Microsoft Recall: The Fall of the Keyboard?

Microsoft announced Copilot+ PCs and functionality at their Build 2024 developer conference.  Once feature of Copilot+ is Recall, a system by which Windows will record what you are doing so that you can, well, recall it later.

As Microsoft said as they announced the next generation of Windows functionality:

Copilot+ PCs are the fastest, most intelligent Windows PCs ever built.
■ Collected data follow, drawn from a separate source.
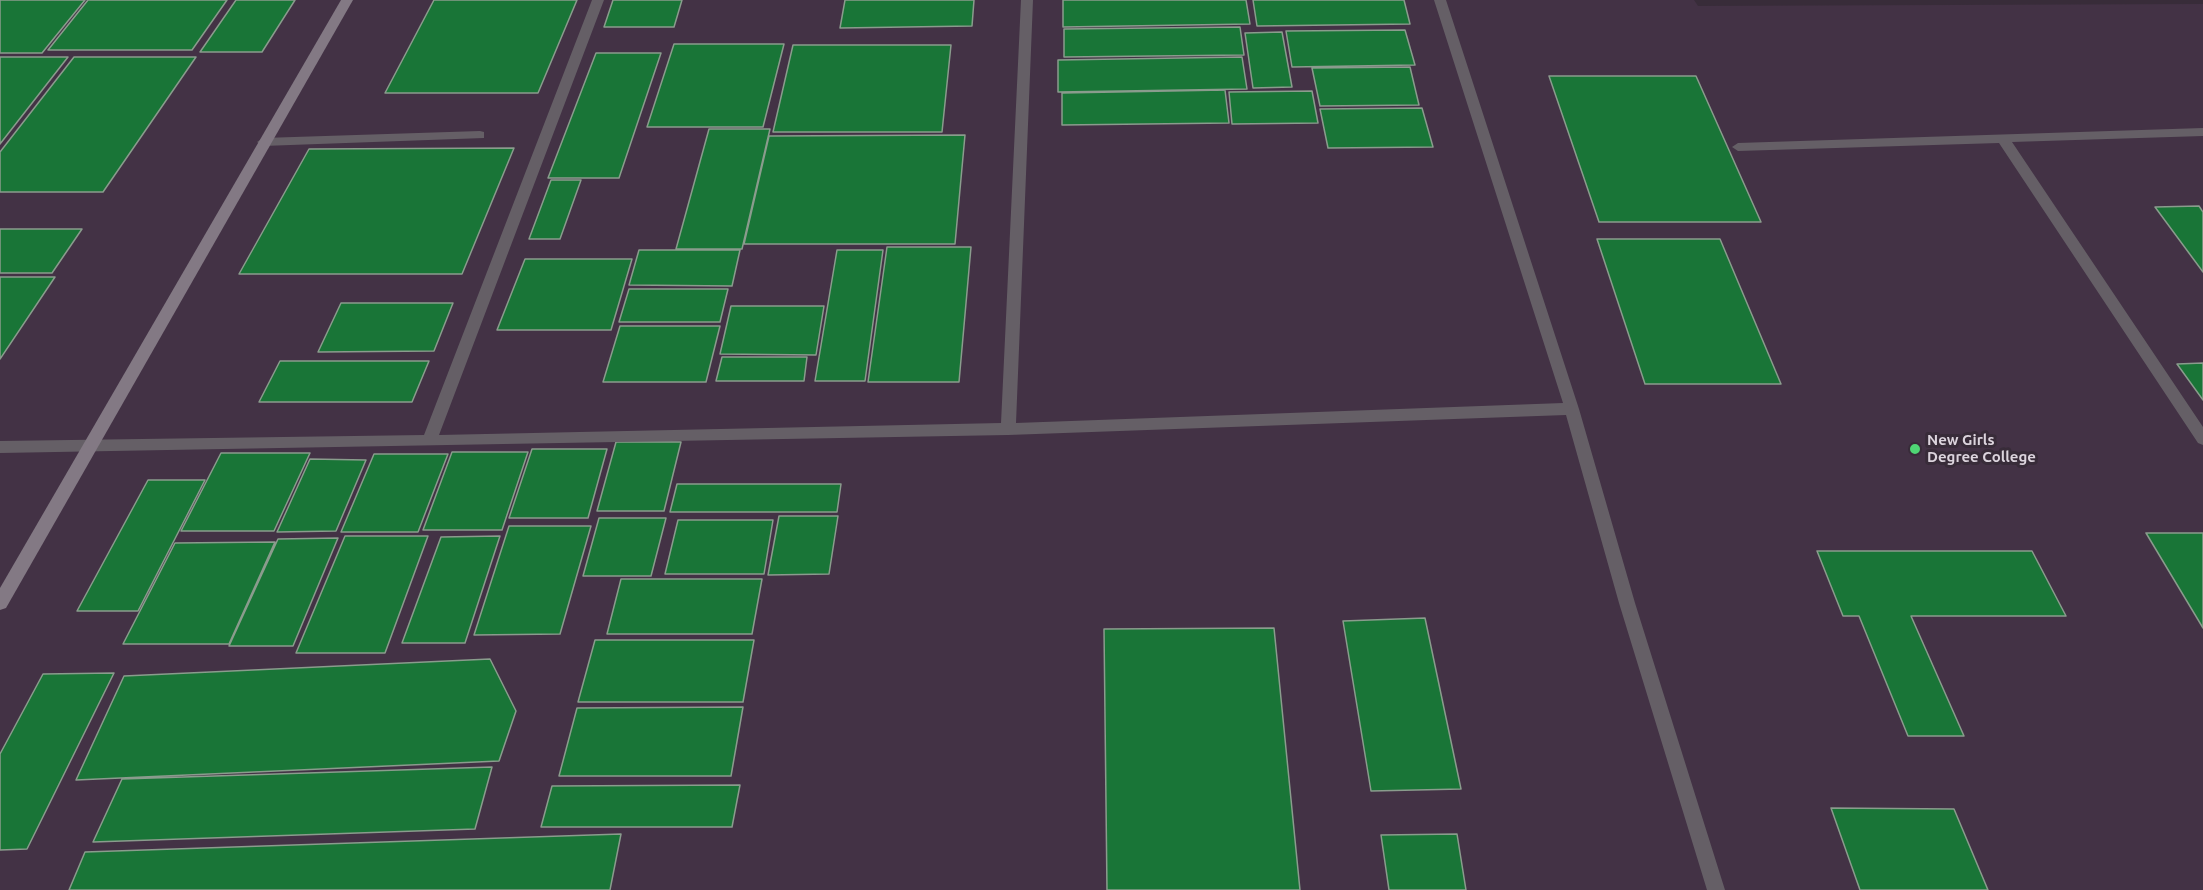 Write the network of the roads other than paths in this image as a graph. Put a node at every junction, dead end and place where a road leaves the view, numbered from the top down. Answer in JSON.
{"nodes":[{"id":1,"x":347,"y":0,"type":"edge"},
{"id":2,"x":598,"y":0,"type":"edge"},
{"id":3,"x":1027,"y":0,"type":"edge"},
{"id":4,"x":1440,"y":0,"type":"edge"},
{"id":5,"x":2203,"y":132,"type":"edge"},
{"id":6,"x":480,"y":135,"type":"dead end"},
{"id":7,"x":2002,"y":137,"type":"junction"},
{"id":8,"x":263,"y":142,"type":"junction"},
{"id":9,"x":1738,"y":147,"type":"dead end"},
{"id":10,"x":1572,"y":409,"type":"junction"},
{"id":11,"x":1008,"y":429,"type":"junction"},
{"id":12,"x":2203,"y":439,"type":"edge"},
{"id":13,"x":429,"y":441,"type":"junction"},
{"id":14,"x":92,"y":444,"type":"junction"},
{"id":15,"x":0,"y":447,"type":"edge"},
{"id":16,"x":0,"y":603,"type":"edge"},
{"id":17,"x":1716,"y":890,"type":"edge"}],
"edges":[{"from":1,"to":8,"type":"street"},
{"from":2,"to":13,"type":"street"},
{"from":3,"to":11,"type":"street"},
{"from":4,"to":10,"type":"street"},
{"from":5,"to":7,"type":"street"},
{"from":6,"to":8,"type":"street"},
{"from":7,"to":9,"type":"street"},
{"from":7,"to":12,"type":"street"},
{"from":8,"to":14,"type":"street"},
{"from":10,"to":11,"type":"street"},
{"from":10,"to":17,"type":"street"},
{"from":11,"to":13,"type":"street"},
{"from":13,"to":14,"type":"street"},
{"from":14,"to":15,"type":"street"},
{"from":14,"to":16,"type":"street"}]}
With powerful new silicon capable of an incredible 40+ TOPS (trillion operations per second), all–day battery life and access to the most advanced AI models, Copilot+ PCs will enable you to do things you can’t on any other PC. Easily find and remember what you have seen in your PC with Recall, generate and refine AI images in near real-time directly on the device using Cocreator, and bridge language barriers with Live Captions, translating audio from 40+ languages into English.

Easily find and remember what I have seen with my PC?  Well that’s not the functionality I was looking for.  This is not really AI, it’s using methods and processing power to record what I was doing and when so that I can benefit from it.  How, I do not know…..I rarely use my browser history and if I need to remember something, I note it down.
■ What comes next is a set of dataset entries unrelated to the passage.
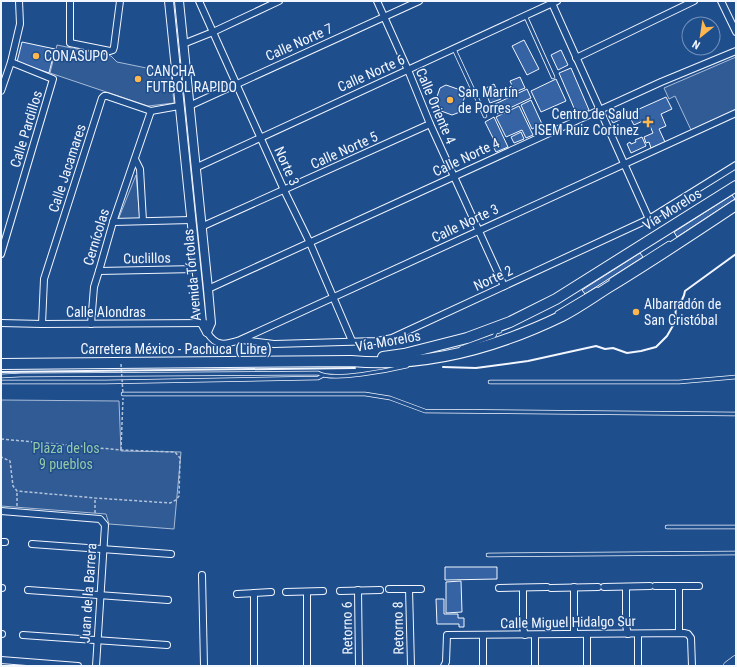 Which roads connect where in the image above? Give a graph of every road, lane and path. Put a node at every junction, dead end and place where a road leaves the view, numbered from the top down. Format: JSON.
{"nodes":[{"id":1,"x":19,"y":1,"type":"edge"},
{"id":2,"x":70,"y":1,"type":"edge"},
{"id":3,"x":120,"y":1,"type":"edge"},
{"id":4,"x":169,"y":1,"type":"edge"},
{"id":5,"x":179,"y":1,"type":"edge"},
{"id":6,"x":199,"y":1,"type":"edge"},
{"id":7,"x":279,"y":1,"type":"edge"},
{"id":8,"x":377,"y":1,"type":"edge"},
{"id":9,"x":419,"y":1,"type":"edge"},
{"id":10,"x":694,"y":1,"type":"edge"},
{"id":11,"x":721,"y":1,"type":"edge"},
{"id":12,"x":553,"y":2,"type":"edge"},
{"id":13,"x":525,"y":15,"type":"junction"},
{"id":14,"x":384,"y":17,"type":"junction"},
{"id":15,"x":213,"y":32,"type":"junction"},
{"id":16,"x":736,"y":32,"type":"edge"},
{"id":17,"x":182,"y":44,"type":"junction"},
{"id":18,"x":454,"y":49,"type":"junction"},
{"id":19,"x":736,"y":51,"type":"edge"},
{"id":20,"x":576,"y":58,"type":"junction"},
{"id":21,"x":11,"y":62,"type":"junction"},
{"id":22,"x":408,"y":70,"type":"junction"},
{"id":23,"x":553,"y":77,"type":"dead end"},
{"id":24,"x":237,"y":84,"type":"junction"},
{"id":25,"x":1,"y":91,"type":"edge"},
{"id":26,"x":178,"y":106,"type":"junction"},
{"id":27,"x":189,"y":106,"type":"junction"},
{"id":28,"x":600,"y":110,"type":"junction"},
{"id":29,"x":151,"y":111,"type":"junction"},
{"id":30,"x":736,"y":113,"type":"edge"},
{"id":31,"x":485,"y":116,"type":"dead end"},
{"id":32,"x":430,"y":124,"type":"junction"},
{"id":33,"x":261,"y":137,"type":"junction"},
{"id":34,"x":135,"y":160,"type":"junction"},
{"id":35,"x":624,"y":164,"type":"junction"},
{"id":36,"x":736,"y":165,"type":"edge"},
{"id":37,"x":195,"y":168,"type":"junction"},
{"id":38,"x":454,"y":176,"type":"junction"},
{"id":39,"x":736,"y":186,"type":"edge"},
{"id":40,"x":284,"y":190,"type":"junction"},
{"id":41,"x":736,"y":190,"type":"edge"},
{"id":42,"x":736,"y":201,"type":"edge"},
{"id":43,"x":736,"y":205,"type":"edge"},
{"id":44,"x":649,"y":219,"type":"junction"},
{"id":45,"x":191,"y":220,"type":"junction"},
{"id":46,"x":143,"y":221,"type":"junction"},
{"id":47,"x":113,"y":222,"type":"junction"},
{"id":48,"x":202,"y":227,"type":"junction"},
{"id":49,"x":691,"y":229,"type":"dead end"},
{"id":50,"x":479,"y":230,"type":"junction"},
{"id":51,"x":672,"y":241,"type":"dead end"},
{"id":52,"x":310,"y":243,"type":"junction"},
{"id":53,"x":1,"y":254,"type":"edge"},
{"id":54,"x":196,"y":269,"type":"junction"},
{"id":55,"x":99,"y":271,"type":"junction"},
{"id":56,"x":609,"y":281,"type":"dead end"},
{"id":57,"x":603,"y":285,"type":"dead end"},
{"id":58,"x":504,"y":286,"type":"junction"},
{"id":59,"x":208,"y":289,"type":"junction"},
{"id":60,"x":334,"y":298,"type":"junction"},
{"id":61,"x":566,"y":298,"type":"dead end"},
{"id":62,"x":547,"y":318,"type":"dead end"},
{"id":63,"x":524,"y":320,"type":"dead end"},
{"id":64,"x":1,"y":323,"type":"edge"},
{"id":65,"x":202,"y":323,"type":"junction"},
{"id":66,"x":211,"y":323,"type":"junction"},
{"id":67,"x":42,"y":324,"type":"junction"},
{"id":68,"x":91,"y":324,"type":"junction"},
{"id":69,"x":529,"y":326,"type":"dead end"},
{"id":70,"x":517,"y":330,"type":"dead end"},
{"id":71,"x":207,"y":332,"type":"junction"},
{"id":72,"x":494,"y":336,"type":"junction"},
{"id":73,"x":499,"y":337,"type":"dead end"},
{"id":74,"x":240,"y":340,"type":"junction"},
{"id":75,"x":352,"y":341,"type":"junction"},
{"id":76,"x":428,"y":359,"type":"junction"},
{"id":77,"x":351,"y":361,"type":"junction"},
{"id":78,"x":1,"y":364,"type":"edge"},
{"id":79,"x":122,"y":364,"type":"junction"},
{"id":80,"x":1,"y":376,"type":"edge"},
{"id":81,"x":322,"y":376,"type":"junction"},
{"id":82,"x":736,"y":377,"type":"edge"},
{"id":83,"x":1,"y":382,"type":"edge"},
{"id":84,"x":490,"y":382,"type":"dead end"},
{"id":85,"x":123,"y":394,"type":"junction"},
{"id":86,"x":736,"y":414,"type":"edge"},
{"id":87,"x":1,"y":438,"type":"edge"},
{"id":88,"x":121,"y":450,"type":"junction"},
{"id":89,"x":1,"y":456,"type":"edge"},
{"id":90,"x":17,"y":491,"type":"junction"},
{"id":91,"x":95,"y":498,"type":"junction"},
{"id":92,"x":1,"y":511,"type":"edge"},
{"id":93,"x":17,"y":512,"type":"junction"},
{"id":94,"x":95,"y":519,"type":"junction"},
{"id":95,"x":667,"y":527,"type":"dead end"},
{"id":96,"x":736,"y":527,"type":"edge"},
{"id":97,"x":32,"y":544,"type":"dead end"},
{"id":98,"x":103,"y":549,"type":"junction"},
{"id":99,"x":736,"y":553,"type":"edge"},
{"id":100,"x":171,"y":554,"type":"dead end"},
{"id":101,"x":488,"y":556,"type":"dead end"},
{"id":102,"x":202,"y":575,"type":"dead end"},
{"id":103,"x":679,"y":586,"type":"junction"},
{"id":104,"x":699,"y":586,"type":"dead end"},
{"id":105,"x":626,"y":587,"type":"junction"},
{"id":106,"x":500,"y":588,"type":"dead end"},
{"id":107,"x":523,"y":588,"type":"junction"},
{"id":108,"x":574,"y":588,"type":"junction"},
{"id":109,"x":389,"y":589,"type":"dead end"},
{"id":110,"x":409,"y":589,"type":"junction"},
{"id":111,"x":420,"y":589,"type":"dead end"},
{"id":112,"x":28,"y":590,"type":"dead end"},
{"id":113,"x":358,"y":590,"type":"junction"},
{"id":114,"x":380,"y":590,"type":"dead end"},
{"id":115,"x":324,"y":591,"type":"dead end"},
{"id":116,"x":340,"y":591,"type":"dead end"},
{"id":117,"x":271,"y":592,"type":"dead end"},
{"id":118,"x":286,"y":592,"type":"dead end"},
{"id":119,"x":307,"y":592,"type":"junction"},
{"id":120,"x":254,"y":593,"type":"junction"},
{"id":121,"x":237,"y":594,"type":"dead end"},
{"id":122,"x":100,"y":595,"type":"junction"},
{"id":123,"x":168,"y":600,"type":"dead end"},
{"id":124,"x":679,"y":633,"type":"junction"},
{"id":125,"x":574,"y":634,"type":"junction"},
{"id":126,"x":587,"y":634,"type":"junction"},
{"id":127,"x":628,"y":634,"type":"junction"},
{"id":128,"x":638,"y":634,"type":"junction"},
{"id":129,"x":483,"y":635,"type":"junction"},
{"id":130,"x":525,"y":635,"type":"junction"},
{"id":131,"x":535,"y":635,"type":"junction"},
{"id":132,"x":23,"y":636,"type":"dead end"},
{"id":133,"x":97,"y":641,"type":"junction"},
{"id":134,"x":166,"y":645,"type":"dead end"},
{"id":135,"x":1,"y":660,"type":"edge"},
{"id":136,"x":736,"y":660,"type":"edge"},
{"id":137,"x":16,"y":664,"type":"edge"},
{"id":138,"x":62,"y":665,"type":"edge"},
{"id":139,"x":446,"y":665,"type":"edge"},
{"id":140,"x":78,"y":666,"type":"edge"},
{"id":141,"x":96,"y":666,"type":"edge"},
{"id":142,"x":204,"y":666,"type":"edge"},
{"id":143,"x":254,"y":666,"type":"edge"},
{"id":144,"x":307,"y":666,"type":"edge"},
{"id":145,"x":359,"y":666,"type":"edge"},
{"id":146,"x":411,"y":666,"type":"edge"},
{"id":147,"x":483,"y":666,"type":"edge"},
{"id":148,"x":535,"y":666,"type":"edge"},
{"id":149,"x":587,"y":666,"type":"edge"},
{"id":150,"x":638,"y":666,"type":"edge"},
{"id":151,"x":692,"y":666,"type":"edge"},
{"id":152,"x":728,"y":666,"type":"edge"}],
"edges":[{"from":1,"to":21,"type":"street"},
{"from":2,"to":3,"type":"street"},
{"from":4,"to":26,"type":"street","name":"Avenida Tórtolas"},
{"from":5,"to":17,"type":"street","name":"Avenida Tórtolas"},
{"from":6,"to":15,"type":"street","name":"Norte 3"},
{"from":7,"to":15,"type":"street"},
{"from":8,"to":14,"type":"street","name":"Calle Oriente 4"},
{"from":9,"to":14,"type":"street","name":"Calle Norte 7"},
{"from":10,"to":20,"type":"street"},
{"from":11,"to":16,"type":"street"},
{"from":12,"to":13,"type":"street","name":"Calle Norte 6"},
{"from":12,"to":20,"type":"street"},
{"from":13,"to":18,"type":"street","name":"Calle Norte 6"},
{"from":13,"to":23,"type":"lane"},
{"from":14,"to":22,"type":"street","name":"Calle Oriente 4"},
{"from":14,"to":24,"type":"street","name":"Calle Norte 7"},
{"from":15,"to":17,"type":"street"},
{"from":15,"to":24,"type":"street","name":"Norte 3"},
{"from":17,"to":27,"type":"street","name":"Avenida Tórtolas"},
{"from":18,"to":22,"type":"street","name":"Calle Norte 6"},
{"from":18,"to":31,"type":"lane"},
{"from":19,"to":28,"type":"street","name":"Calle Norte 4"},
{"from":20,"to":28,"type":"street"},
{"from":21,"to":25,"type":"street"},
{"from":21,"to":53,"type":"street","name":"Calle Pardillos"},
{"from":22,"to":32,"type":"street","name":"Calle Oriente 4"},
{"from":22,"to":33,"type":"street","name":"Calle Norte 6"},
{"from":24,"to":27,"type":"street","name":"Calle Norte 7"},
{"from":24,"to":33,"type":"street","name":"Norte 3"},
{"from":26,"to":29,"type":"street","name":"Calle Jacamares"},
{"from":26,"to":45,"type":"street","name":"Avenida Tórtolas"},
{"from":27,"to":37,"type":"street","name":"Avenida Tórtolas"},
{"from":28,"to":35,"type":"street"},
{"from":28,"to":38,"type":"street","name":"Calle Norte 4"},
{"from":29,"to":34,"type":"street","name":"Cernícolas"},
{"from":29,"to":67,"type":"street","name":"Calle Jacamares"},
{"from":30,"to":35,"type":"street","name":"Calle Norte 3"},
{"from":32,"to":38,"type":"street","name":"Calle Oriente 4"},
{"from":32,"to":40,"type":"street","name":"Calle Norte 5"},
{"from":33,"to":37,"type":"street","name":"Calle Norte 6"},
{"from":33,"to":40,"type":"street","name":"Norte 3"},
{"from":34,"to":46,"type":"street"},
{"from":34,"to":47,"type":"street","name":"Cernícolas"},
{"from":35,"to":44,"type":"street"},
{"from":35,"to":50,"type":"street","name":"Calle Norte 3"},
{"from":36,"to":44,"type":"street","name":"Norte 2"},
{"from":37,"to":48,"type":"street","name":"Avenida Tórtolas"},
{"from":38,"to":50,"type":"street","name":"Calle Oriente 4"},
{"from":38,"to":52,"type":"street","name":"Calle Norte 4"},
{"from":39,"to":77,"type":"main road","name":"Vía Morelos"},
{"from":40,"to":48,"type":"street","name":"Calle Norte 5"},
{"from":40,"to":52,"type":"street","name":"Norte 3"},
{"from":41,"to":61,"type":"lane"},
{"from":42,"to":49,"type":"lane"},
{"from":43,"to":76,"type":"main road","name":"Vía Morelos"},
{"from":44,"to":58,"type":"street","name":"Norte 2"},
{"from":45,"to":46,"type":"street"},
{"from":45,"to":54,"type":"street","name":"Avenida Tórtolas"},
{"from":46,"to":47,"type":"street"},
{"from":47,"to":55,"type":"street","name":"Cernícolas"},
{"from":48,"to":59,"type":"street","name":"Avenida Tórtolas"},
{"from":50,"to":58,"type":"street","name":"Calle Oriente 4"},
{"from":50,"to":60,"type":"street","name":"Calle Norte 3"},
{"from":51,"to":56,"type":"lane"},
{"from":52,"to":59,"type":"street","name":"Calle Norte 4"},
{"from":52,"to":60,"type":"street","name":"Norte 3"},
{"from":54,"to":55,"type":"street","name":"Cuclillos"},
{"from":54,"to":65,"type":"street","name":"Avenida Tórtolas"},
{"from":55,"to":68,"type":"street","name":"Cernícolas"},
{"from":57,"to":62,"type":"lane"},
{"from":58,"to":75,"type":"street","name":"Norte 2"},
{"from":59,"to":66,"type":"street","name":"Avenida Tórtolas"},
{"from":60,"to":74,"type":"street","name":"Calle Norte 3"},
{"from":60,"to":75,"type":"street","name":"Norte 3"},
{"from":63,"to":72,"type":"lane"},
{"from":64,"to":67,"type":"street","name":"Calle Alondras"},
{"from":65,"to":66,"type":"street","name":"Calle Alondras"},
{"from":65,"to":68,"type":"street","name":"Calle Alondras"},
{"from":65,"to":71,"type":"street","name":"Avenida Tórtolas"},
{"from":66,"to":71,"type":"street","name":"Avenida Tórtolas"},
{"from":67,"to":68,"type":"street","name":"Calle Alondras"},
{"from":69,"to":70,"type":"lane"},
{"from":71,"to":74,"type":"street","name":"Calle Norte 3"},
{"from":72,"to":73,"type":"lane"},
{"from":72,"to":76,"type":"lane"},
{"from":74,"to":75,"type":"street","name":"Norte 2"},
{"from":76,"to":77,"type":"main road","name":"Vía Morelos"},
{"from":76,"to":81,"type":"lane"},
{"from":77,"to":79,"type":"main road","name":"Carretera México - Pachuca (Libre)"},
{"from":78,"to":79,"type":"main road","name":"Carretera México - Pachuca (Libre)"},
{"from":79,"to":85,"type":"path","bridge":true},
{"from":80,"to":81,"type":"lane"},
{"from":81,"to":83,"type":"lane"},
{"from":82,"to":84,"type":"lane"},
{"from":85,"to":86,"type":"lane"},
{"from":85,"to":88,"type":"path"},
{"from":87,"to":88,"type":"path"},
{"from":88,"to":91,"type":"path"},
{"from":89,"to":90,"type":"path"},
{"from":90,"to":91,"type":"path"},
{"from":90,"to":93,"type":"path"},
{"from":91,"to":94,"type":"path"},
{"from":92,"to":93,"type":"street"},
{"from":93,"to":94,"type":"street"},
{"from":94,"to":98,"type":"street","name":"Juan de la Barrera"},
{"from":95,"to":96,"type":"lane"},
{"from":97,"to":98,"type":"street"},
{"from":98,"to":100,"type":"street"},
{"from":98,"to":122,"type":"street","name":"Juan de la Barrera"},
{"from":99,"to":101,"type":"lane"},
{"from":102,"to":142,"type":"street"},
{"from":103,"to":104,"type":"street"},
{"from":103,"to":105,"type":"street"},
{"from":103,"to":124,"type":"street"},
{"from":105,"to":108,"type":"street"},
{"from":105,"to":127,"type":"street"},
{"from":106,"to":107,"type":"street"},
{"from":107,"to":108,"type":"street"},
{"from":107,"to":130,"type":"street"},
{"from":108,"to":125,"type":"street"},
{"from":109,"to":110,"type":"street","name":"Retorno 8"},
{"from":110,"to":111,"type":"street","name":"Retorno 8"},
{"from":110,"to":146,"type":"street","name":"Retorno 8"},
{"from":112,"to":122,"type":"street"},
{"from":113,"to":114,"type":"street","name":"Retorno 6"},
{"from":113,"to":116,"type":"street","name":"Retorno 6"},
{"from":113,"to":145,"type":"street","name":"Retorno 6"},
{"from":115,"to":119,"type":"street"},
{"from":117,"to":120,"type":"street"},
{"from":118,"to":119,"type":"street"},
{"from":119,"to":144,"type":"street"},
{"from":120,"to":121,"type":"street"},
{"from":120,"to":143,"type":"street"},
{"from":122,"to":123,"type":"street"},
{"from":122,"to":133,"type":"street","name":"Juan de la Barrera"},
{"from":124,"to":128,"type":"street","name":"Calle Miguel Hidalgo Sur"},
{"from":124,"to":151,"type":"street","name":"Calle Miguel Hidalgo Sur"},
{"from":125,"to":126,"type":"street","name":"Calle Miguel Hidalgo Sur"},
{"from":125,"to":131,"type":"street","name":"Calle Miguel Hidalgo Sur"},
{"from":126,"to":127,"type":"street","name":"Calle Miguel Hidalgo Sur"},
{"from":126,"to":149,"type":"street"},
{"from":127,"to":128,"type":"street","name":"Calle Miguel Hidalgo Sur"},
{"from":128,"to":150,"type":"street"},
{"from":129,"to":130,"type":"street","name":"Calle Miguel Hidalgo Sur"},
{"from":129,"to":139,"type":"street","name":"Calle Miguel Hidalgo Sur"},
{"from":129,"to":147,"type":"street"},
{"from":130,"to":131,"type":"street","name":"Calle Miguel Hidalgo Sur"},
{"from":131,"to":148,"type":"street"},
{"from":132,"to":133,"type":"street"},
{"from":133,"to":134,"type":"street"},
{"from":133,"to":141,"type":"street","name":"Juan de la Barrera"},
{"from":135,"to":137,"type":"street"},
{"from":136,"to":152,"type":"main road"},
{"from":137,"to":138,"type":"street"},
{"from":138,"to":140,"type":"street"}]}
And of course – what could possibly go wrong?  Let’s see….not touching it but just thinking in basic security building blocks at a high level:

  • If I can see my Recall history, any person or process running as me on my PC can see it
  • Microsoft products nowadays are released quickly and early with years of bugfixing to follow
  • Having admin rights on the machine would suggest to me that user isolation is a dream
  • I do not want this on my own PC
  • I certainly do not want this on my employer-provided PC

Luckily for us, a researcher shoe-horned it onto his PC and got it working.  Kevin Beamont assessed the current implementation of Recall and provided quite a report.  It’s actually as bad as it could be, right now.

A summary of perhaps the key points he discovered:

  • The database is actually quite light and does not appear to store raw screengrabs but rather is able to get text and context from the screen (hence not really AI but rather compute power to spare to do this)
  • If you have a foothold on the PC, the data is available to you
  • Since the data is small (possibly 50kb per day), the amount of data a modern drive could store about what you have been doing is mind-blowing (think Hello, my Perverted Friend emails – on steroids).  Making an estimate of a high of 250kb per day, 1Gb of storage could be around 400 days of storage – that’s a great deal for very little space.

It could be a good idea but it has to be secure.  It has to be absolutely bulletproof – protected from being extracted without authorisation but remain portable so that people with multiple devices can benefit and people who replace devices do not have to start from zero.

This wealth of knowledge, this fountain of information – it might be useful to some people.  So why is Microsoft doing this and why now? 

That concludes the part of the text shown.